その中でどうしたらいいかを考えましょう」


「それなら…」

「うん、お姉さん達に出来る事はそれしかないね」


「そうと決まれば俺は鎧を仕上げるとするか」

ガミガミ爺さんはさっさと部屋に戻って行った。


「私たちは先に寝ましょう」

「寝る前にー、お姉さんと楽しい話しようねー」


「ええ?何を話すの?」

「恋バナよ恋バナ」


「そんなのないわよ」

フィルはそう言いながら顔を真っ赤にする。


「最新のやつがあるんじゃないの?年下男の子との恋の話とかー」

「そんなモノはありません!」

そう言いながらフィルはベッドルームへ行ってしまった。

ジチはしまったという顔で後を追う。


「あ、そう言えばキヨロスくんが寝てたベッドは誰のベッドだったの?」

「私のベッド…お爺ちゃんのはお爺ちゃん臭くてキヨロスくんに悪いし、お客様用はジチに悪いから…」


「ふんふんふん、それは仕方ないねぇ。

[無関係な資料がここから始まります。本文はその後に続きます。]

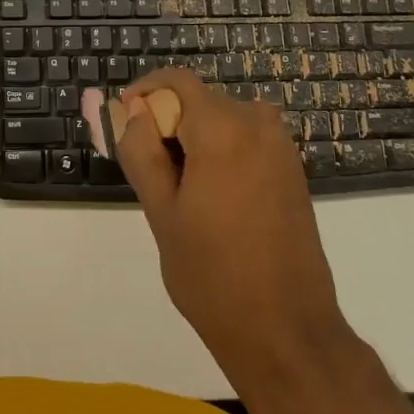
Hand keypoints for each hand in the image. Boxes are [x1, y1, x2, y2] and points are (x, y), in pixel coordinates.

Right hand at [115, 70, 354, 399]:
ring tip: (173, 190)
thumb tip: (132, 111)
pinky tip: (208, 197)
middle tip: (143, 169)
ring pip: (220, 120)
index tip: (120, 124)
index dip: (142, 95)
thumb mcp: (161, 211)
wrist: (287, 332)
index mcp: (224, 128)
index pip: (175, 82)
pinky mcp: (292, 169)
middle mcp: (258, 124)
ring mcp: (281, 146)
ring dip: (191, 138)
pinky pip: (244, 139)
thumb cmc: (213, 275)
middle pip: (198, 100)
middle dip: (166, 122)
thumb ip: (140, 150)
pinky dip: (218, 150)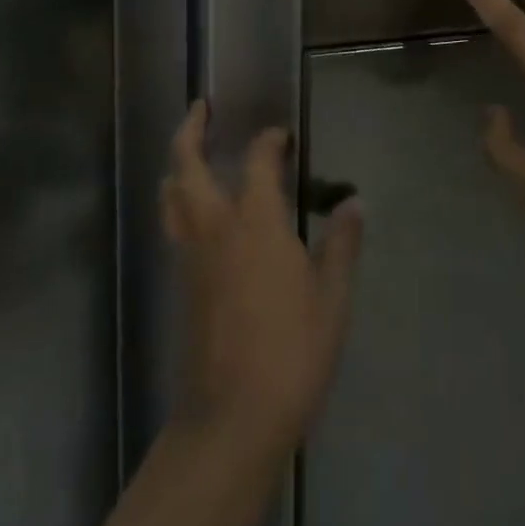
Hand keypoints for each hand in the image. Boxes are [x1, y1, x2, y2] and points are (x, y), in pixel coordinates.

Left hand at [163, 102, 363, 457]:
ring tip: (190, 152)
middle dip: (190, 130)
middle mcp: (215, 226)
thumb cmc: (292, 352)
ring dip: (177, 165)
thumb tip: (354, 201)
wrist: (232, 418)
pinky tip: (196, 211)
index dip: (269, 141)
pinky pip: (173, 226)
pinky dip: (178, 202)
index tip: (281, 135)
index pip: (258, 161)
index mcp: (256, 221)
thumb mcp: (332, 298)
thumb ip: (341, 244)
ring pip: (170, 195)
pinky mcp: (180, 284)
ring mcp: (190, 256)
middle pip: (186, 164)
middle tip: (201, 108)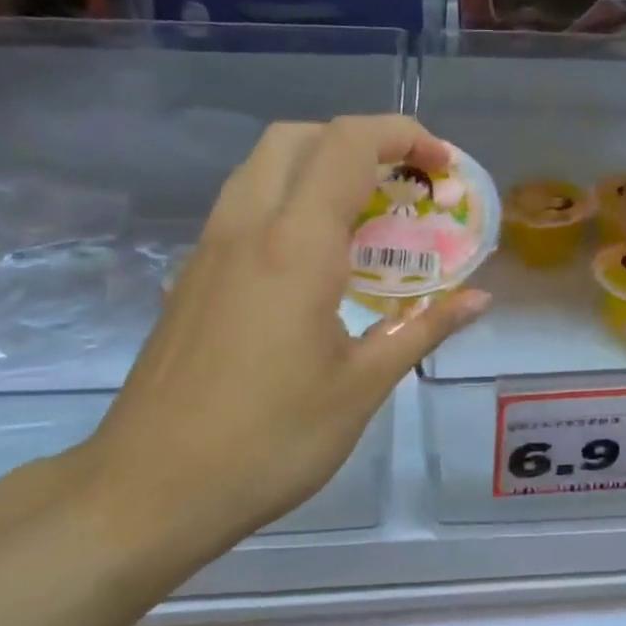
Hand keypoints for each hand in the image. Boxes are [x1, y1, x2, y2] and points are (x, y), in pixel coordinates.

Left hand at [60, 116, 488, 568]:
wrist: (147, 491)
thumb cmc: (268, 440)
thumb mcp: (362, 387)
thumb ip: (423, 328)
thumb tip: (478, 299)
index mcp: (295, 246)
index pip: (349, 145)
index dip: (404, 134)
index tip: (443, 165)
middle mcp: (247, 228)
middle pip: (300, 137)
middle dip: (361, 141)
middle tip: (404, 185)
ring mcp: (209, 249)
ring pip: (264, 166)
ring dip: (321, 166)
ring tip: (367, 217)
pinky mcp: (191, 276)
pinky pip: (245, 206)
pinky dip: (290, 200)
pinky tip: (317, 261)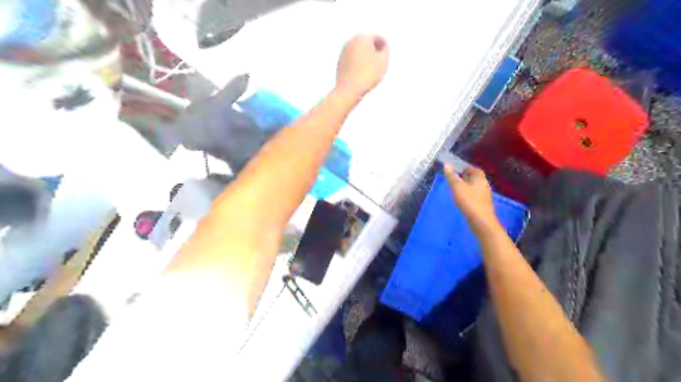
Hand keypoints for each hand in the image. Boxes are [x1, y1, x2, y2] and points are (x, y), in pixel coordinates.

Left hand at [334, 33, 387, 97]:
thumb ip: (385, 50)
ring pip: (359, 51)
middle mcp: (351, 41)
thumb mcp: (383, 62)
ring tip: (371, 71)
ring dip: (366, 58)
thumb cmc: (367, 75)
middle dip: (374, 51)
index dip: (384, 48)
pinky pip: (353, 60)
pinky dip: (358, 64)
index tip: (385, 60)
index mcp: (362, 37)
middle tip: (380, 64)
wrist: (348, 90)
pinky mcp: (340, 62)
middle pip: (367, 43)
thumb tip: (383, 46)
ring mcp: (343, 51)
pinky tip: (362, 74)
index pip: (378, 38)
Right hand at [441, 165, 499, 232]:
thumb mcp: (457, 187)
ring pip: (475, 188)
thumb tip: (447, 164)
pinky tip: (462, 201)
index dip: (466, 169)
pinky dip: (469, 196)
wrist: (481, 221)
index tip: (456, 172)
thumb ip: (451, 176)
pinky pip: (475, 196)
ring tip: (456, 191)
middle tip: (454, 181)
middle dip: (466, 178)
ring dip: (467, 187)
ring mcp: (485, 196)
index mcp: (480, 178)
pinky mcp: (483, 205)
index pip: (475, 169)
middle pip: (475, 178)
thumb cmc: (469, 201)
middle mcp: (485, 185)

お姉さんも納得だよ~」

「もう、からかわないで」


「ふふーん。さ、明日も早いから寝ましょう!」

「うん、おやすみなさい」


「はい、おやすみなさい。

…で、どう?お姉さんに教えてよ~

キヨロスくんの匂いする?」


「え?…え?…わからないよそんなの」

「あら、そう?残念ね。お風呂に入っちゃったからかな?じゃあ、山小屋で2人で起きていた時に何をしてあげたの?」


「もう、教えません」

「残念、お姉さんには内緒の2人だけの秘密かー」


その後も、少しだけジチがひやかして、フィルが顔を赤くして反論をする会話が続いた。


「姉ちゃんはうるせえなぁ」

ガミガミ爺さんはそう言いながら鎧づくりに励んでいた。